I’ve been reading up on the Chernoff face for data visualization, which, as I’ve mentioned, is so cute. This helped me demonstrate that I haven’t forgotten everything from my grad school days, like a bound with name similar to the face. Back in my olden days, I thought Chernoff bounds were the cutest, and Chernoff faces were quite far from what I spent my time on.

So what a nice continuity that I learned it was the same Chernoff who lent his name to both the bound and the face. He seems to have a good sense of humor about both, and says that a different Herman deserves credit for the bound:

My result, involving the infimum ofa moment generating function, was less elegant and less general than the Cramer result, but did not require a special condition that Cramer required. Also, my proof could be described as crudely beating the problem to death. Herman claimed that he could get a lower bound much easier. I challenged him, and he produced a short Chebyshev Inequality type proof, which was so trivial that I did not trouble to cite his contribution.

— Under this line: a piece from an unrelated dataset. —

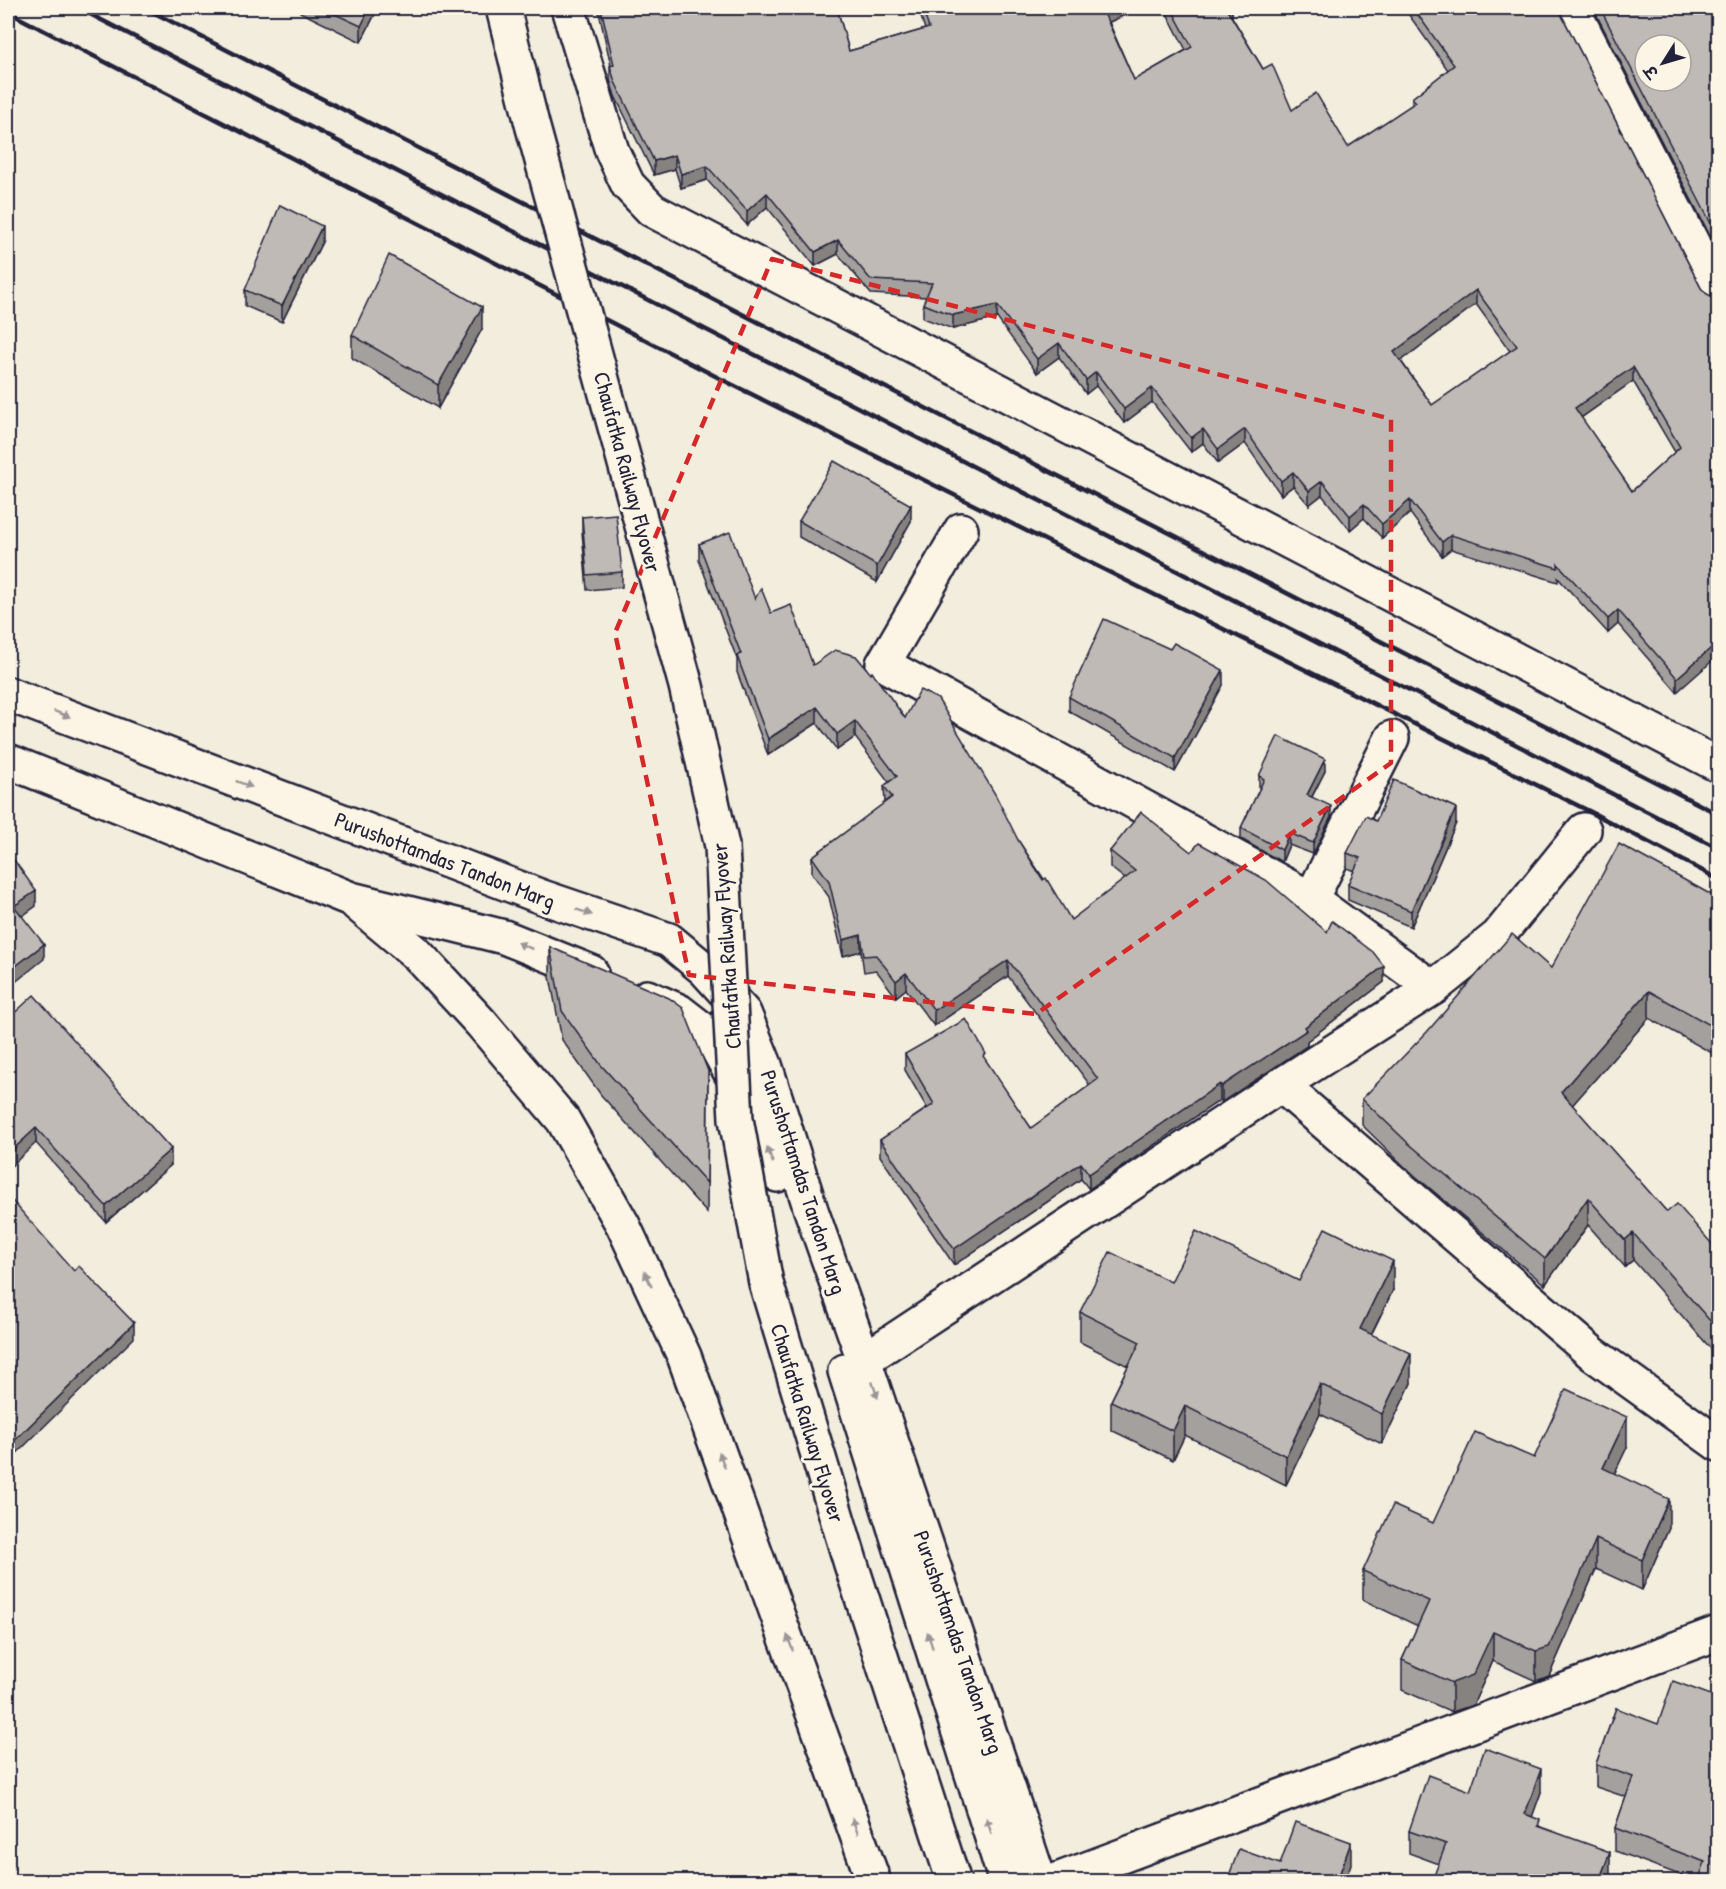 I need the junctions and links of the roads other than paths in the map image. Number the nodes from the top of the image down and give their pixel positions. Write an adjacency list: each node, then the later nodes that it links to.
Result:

What a mistake! It seems that Shannon had incorrectly applied the Central Limit theorem to the far tails of the distribution in one of his papers on Information theory. When his error was pointed out, he discovered the lower bound of Rubin in my paper and rescued his results. As a result I have gained great fame in electrical engineering circles for the Chernoff bound which was really due to Herman. One consequence of the simplicity of the proof was that no one ever bothered to read the original paper of which I was very proud. For years they referred to Rubin’s bound as the Chernov bound, not even spelling my name correctly. … Fortunately for me, my lasting fame, if any, will depend, not on Rubin’s bound, but on Chernoff faces.